- Material shown
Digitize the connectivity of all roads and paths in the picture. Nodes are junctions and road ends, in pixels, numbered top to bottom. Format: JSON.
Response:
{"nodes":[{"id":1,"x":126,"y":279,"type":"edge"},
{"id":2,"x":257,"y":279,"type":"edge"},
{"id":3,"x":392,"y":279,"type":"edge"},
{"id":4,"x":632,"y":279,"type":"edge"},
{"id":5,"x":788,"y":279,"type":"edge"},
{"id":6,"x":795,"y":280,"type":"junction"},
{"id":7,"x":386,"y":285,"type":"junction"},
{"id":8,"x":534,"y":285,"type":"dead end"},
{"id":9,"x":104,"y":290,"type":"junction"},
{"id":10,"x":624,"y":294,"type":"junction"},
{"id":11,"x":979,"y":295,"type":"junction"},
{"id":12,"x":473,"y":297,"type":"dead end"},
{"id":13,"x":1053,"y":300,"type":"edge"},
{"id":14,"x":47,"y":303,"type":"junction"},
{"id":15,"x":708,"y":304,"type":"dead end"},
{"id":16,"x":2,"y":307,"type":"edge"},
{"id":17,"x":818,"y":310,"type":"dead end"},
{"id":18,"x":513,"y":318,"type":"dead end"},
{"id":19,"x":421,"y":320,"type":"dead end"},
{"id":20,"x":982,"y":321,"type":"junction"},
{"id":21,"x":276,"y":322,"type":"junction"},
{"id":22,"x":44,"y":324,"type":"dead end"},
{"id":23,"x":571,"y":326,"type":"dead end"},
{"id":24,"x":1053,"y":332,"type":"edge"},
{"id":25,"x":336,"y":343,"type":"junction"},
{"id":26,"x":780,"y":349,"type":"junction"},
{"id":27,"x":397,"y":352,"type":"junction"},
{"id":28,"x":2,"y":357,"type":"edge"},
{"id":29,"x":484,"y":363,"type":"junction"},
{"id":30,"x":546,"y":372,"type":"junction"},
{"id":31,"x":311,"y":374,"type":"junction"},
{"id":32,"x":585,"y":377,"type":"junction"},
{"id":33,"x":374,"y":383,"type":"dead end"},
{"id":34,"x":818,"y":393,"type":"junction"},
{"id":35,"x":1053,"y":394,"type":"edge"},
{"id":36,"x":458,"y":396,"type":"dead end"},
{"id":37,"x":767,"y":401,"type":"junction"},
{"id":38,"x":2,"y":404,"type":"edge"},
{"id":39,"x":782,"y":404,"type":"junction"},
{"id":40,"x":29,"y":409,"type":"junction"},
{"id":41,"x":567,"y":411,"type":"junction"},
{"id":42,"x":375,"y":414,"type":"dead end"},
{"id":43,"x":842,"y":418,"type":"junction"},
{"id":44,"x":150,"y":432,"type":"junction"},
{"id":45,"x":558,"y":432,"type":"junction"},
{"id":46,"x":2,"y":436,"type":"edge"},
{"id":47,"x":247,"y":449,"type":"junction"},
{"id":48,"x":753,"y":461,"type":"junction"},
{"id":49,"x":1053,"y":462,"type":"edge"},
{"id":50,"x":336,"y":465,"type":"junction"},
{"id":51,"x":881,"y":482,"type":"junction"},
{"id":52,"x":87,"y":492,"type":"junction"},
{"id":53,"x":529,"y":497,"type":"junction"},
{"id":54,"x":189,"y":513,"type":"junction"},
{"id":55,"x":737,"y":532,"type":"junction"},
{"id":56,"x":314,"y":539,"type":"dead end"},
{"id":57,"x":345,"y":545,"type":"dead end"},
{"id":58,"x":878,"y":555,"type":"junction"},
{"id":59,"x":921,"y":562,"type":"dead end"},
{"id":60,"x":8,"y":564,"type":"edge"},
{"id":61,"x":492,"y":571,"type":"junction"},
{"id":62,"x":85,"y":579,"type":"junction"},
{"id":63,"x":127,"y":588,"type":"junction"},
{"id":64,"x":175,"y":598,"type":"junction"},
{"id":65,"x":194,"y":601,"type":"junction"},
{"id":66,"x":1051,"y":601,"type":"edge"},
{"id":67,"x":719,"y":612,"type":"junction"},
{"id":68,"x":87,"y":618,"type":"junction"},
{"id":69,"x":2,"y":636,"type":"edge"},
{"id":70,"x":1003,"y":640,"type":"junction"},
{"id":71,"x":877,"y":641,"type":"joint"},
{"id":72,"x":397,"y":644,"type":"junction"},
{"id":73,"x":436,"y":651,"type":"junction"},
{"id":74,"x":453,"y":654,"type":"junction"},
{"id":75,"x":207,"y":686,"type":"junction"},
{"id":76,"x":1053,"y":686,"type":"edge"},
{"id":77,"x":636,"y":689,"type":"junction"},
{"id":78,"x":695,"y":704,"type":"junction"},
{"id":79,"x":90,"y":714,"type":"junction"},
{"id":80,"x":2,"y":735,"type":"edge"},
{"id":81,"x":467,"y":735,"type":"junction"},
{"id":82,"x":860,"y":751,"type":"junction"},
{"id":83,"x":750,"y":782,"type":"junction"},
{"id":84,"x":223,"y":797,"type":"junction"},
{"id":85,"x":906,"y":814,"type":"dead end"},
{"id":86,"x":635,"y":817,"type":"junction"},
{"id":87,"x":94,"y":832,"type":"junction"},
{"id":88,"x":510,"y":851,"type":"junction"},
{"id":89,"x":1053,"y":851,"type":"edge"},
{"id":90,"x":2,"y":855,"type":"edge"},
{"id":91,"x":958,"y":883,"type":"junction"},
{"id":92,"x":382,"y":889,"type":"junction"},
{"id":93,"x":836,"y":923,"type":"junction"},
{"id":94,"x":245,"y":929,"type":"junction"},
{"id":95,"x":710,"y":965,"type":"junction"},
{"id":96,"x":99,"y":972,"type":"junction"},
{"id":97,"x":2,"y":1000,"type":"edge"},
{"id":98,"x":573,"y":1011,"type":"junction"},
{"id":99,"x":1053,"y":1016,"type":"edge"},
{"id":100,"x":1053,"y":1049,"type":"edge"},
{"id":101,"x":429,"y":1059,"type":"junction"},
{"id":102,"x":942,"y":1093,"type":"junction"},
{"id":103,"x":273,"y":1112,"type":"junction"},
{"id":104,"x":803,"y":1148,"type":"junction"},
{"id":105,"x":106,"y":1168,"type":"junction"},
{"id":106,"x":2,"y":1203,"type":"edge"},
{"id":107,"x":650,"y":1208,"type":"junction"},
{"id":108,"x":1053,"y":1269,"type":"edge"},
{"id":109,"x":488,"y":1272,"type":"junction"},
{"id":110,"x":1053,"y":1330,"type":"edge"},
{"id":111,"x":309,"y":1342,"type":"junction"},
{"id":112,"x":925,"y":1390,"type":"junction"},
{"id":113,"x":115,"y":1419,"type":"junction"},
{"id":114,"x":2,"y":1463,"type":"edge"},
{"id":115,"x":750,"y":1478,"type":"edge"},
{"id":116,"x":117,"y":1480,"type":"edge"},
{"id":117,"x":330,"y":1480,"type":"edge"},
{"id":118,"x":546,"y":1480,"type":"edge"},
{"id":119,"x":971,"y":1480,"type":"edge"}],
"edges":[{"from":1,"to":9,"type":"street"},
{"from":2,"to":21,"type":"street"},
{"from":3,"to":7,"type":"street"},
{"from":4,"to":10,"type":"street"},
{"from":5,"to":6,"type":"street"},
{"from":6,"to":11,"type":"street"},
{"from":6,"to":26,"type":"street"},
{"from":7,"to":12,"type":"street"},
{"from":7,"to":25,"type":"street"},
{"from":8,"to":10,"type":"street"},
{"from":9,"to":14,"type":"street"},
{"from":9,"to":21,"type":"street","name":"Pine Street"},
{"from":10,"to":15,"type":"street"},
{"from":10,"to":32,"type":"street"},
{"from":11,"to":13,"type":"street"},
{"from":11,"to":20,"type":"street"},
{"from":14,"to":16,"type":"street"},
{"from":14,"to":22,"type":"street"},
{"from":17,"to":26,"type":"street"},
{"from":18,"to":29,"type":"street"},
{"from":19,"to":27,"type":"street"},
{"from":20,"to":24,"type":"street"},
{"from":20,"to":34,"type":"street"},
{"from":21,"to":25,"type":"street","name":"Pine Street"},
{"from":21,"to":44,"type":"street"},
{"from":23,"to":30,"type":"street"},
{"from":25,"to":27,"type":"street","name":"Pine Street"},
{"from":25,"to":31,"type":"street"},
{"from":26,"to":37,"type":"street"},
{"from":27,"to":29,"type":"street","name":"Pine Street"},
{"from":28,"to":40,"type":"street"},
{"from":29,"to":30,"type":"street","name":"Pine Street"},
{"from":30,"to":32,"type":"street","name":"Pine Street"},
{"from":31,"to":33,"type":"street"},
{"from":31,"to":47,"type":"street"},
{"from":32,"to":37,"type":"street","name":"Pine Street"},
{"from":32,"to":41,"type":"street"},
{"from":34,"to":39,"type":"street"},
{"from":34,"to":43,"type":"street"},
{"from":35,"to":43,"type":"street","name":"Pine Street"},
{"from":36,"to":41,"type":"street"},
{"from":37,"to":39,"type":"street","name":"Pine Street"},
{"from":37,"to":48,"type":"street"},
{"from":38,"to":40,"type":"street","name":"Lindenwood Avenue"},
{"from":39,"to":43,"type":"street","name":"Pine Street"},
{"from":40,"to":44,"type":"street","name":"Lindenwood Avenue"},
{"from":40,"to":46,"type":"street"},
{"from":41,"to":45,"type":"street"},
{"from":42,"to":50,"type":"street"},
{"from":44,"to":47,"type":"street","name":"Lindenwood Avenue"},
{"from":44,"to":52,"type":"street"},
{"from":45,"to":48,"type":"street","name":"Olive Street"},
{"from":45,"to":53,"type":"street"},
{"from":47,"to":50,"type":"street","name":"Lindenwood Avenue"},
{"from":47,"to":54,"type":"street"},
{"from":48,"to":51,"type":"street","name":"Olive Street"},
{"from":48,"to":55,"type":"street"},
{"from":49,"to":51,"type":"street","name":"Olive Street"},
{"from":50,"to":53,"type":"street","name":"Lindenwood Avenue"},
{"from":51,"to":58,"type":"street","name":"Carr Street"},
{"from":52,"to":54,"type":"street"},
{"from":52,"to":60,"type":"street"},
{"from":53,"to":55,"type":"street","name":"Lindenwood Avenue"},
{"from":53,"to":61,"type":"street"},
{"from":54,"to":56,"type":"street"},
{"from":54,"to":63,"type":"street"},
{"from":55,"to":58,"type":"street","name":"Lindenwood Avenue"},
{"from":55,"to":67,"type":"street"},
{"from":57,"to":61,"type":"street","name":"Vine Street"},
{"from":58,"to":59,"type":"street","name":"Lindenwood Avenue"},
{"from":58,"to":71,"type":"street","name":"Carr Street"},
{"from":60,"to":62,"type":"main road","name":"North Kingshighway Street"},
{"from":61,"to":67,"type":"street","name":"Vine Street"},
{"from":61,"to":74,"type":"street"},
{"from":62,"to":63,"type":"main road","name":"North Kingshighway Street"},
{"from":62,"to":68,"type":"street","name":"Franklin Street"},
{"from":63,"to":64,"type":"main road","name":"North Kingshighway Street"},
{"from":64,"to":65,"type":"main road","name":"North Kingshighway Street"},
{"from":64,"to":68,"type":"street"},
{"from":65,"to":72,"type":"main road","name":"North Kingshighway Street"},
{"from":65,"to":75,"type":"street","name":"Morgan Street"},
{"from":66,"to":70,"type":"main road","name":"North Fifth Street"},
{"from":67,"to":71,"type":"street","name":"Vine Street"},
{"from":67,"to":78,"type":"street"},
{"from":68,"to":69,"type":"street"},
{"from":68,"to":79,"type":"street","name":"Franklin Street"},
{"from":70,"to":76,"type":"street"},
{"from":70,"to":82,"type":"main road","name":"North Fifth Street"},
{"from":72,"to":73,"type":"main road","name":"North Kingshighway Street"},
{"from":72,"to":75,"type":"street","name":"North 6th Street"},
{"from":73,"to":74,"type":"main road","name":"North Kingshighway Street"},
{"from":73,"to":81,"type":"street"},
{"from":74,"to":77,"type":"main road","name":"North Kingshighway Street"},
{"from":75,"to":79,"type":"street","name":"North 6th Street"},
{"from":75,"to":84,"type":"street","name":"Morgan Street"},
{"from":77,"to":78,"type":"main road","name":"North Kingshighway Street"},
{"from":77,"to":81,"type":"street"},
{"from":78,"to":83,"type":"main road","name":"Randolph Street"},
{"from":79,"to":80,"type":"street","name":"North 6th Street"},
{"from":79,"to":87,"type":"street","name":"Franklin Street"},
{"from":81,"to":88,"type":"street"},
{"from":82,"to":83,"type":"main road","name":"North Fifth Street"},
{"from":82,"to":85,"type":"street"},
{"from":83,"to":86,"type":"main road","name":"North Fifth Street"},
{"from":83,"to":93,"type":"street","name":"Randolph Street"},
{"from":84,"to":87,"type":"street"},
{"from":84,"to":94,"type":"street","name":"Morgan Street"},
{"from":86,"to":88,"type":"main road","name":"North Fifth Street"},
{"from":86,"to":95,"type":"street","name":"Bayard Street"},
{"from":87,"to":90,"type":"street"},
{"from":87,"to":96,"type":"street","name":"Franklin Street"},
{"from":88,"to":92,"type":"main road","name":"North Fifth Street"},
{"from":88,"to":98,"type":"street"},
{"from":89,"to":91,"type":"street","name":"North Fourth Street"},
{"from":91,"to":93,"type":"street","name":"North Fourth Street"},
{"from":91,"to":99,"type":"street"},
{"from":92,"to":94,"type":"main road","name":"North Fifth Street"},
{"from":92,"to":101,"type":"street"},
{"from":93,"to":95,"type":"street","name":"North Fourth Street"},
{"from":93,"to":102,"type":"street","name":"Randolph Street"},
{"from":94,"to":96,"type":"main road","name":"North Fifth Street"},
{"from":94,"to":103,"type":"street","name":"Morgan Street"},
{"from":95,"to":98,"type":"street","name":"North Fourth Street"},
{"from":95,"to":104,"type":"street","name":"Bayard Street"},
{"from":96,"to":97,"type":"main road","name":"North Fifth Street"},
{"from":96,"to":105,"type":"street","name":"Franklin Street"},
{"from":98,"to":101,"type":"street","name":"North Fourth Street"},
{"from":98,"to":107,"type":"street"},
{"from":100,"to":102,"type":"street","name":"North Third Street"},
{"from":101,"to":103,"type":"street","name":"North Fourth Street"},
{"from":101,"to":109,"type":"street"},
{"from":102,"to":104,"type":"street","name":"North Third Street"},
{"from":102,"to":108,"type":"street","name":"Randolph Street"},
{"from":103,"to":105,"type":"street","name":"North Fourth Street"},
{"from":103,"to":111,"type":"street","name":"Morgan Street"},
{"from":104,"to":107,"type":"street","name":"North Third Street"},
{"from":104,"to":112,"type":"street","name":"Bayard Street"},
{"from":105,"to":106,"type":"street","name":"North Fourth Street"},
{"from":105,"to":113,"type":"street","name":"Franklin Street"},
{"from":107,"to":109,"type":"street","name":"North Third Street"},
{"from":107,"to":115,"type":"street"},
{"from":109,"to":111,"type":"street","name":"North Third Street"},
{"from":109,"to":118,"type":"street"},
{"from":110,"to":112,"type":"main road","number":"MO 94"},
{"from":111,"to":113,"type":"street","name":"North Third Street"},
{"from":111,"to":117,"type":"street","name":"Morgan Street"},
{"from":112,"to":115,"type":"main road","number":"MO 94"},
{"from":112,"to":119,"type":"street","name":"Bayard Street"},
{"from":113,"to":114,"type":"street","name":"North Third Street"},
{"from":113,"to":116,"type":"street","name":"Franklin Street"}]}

- Exercise instructions
Only a number is expected in reply: how many lines of the entries hold the word "Carr"?

- Result for this task
2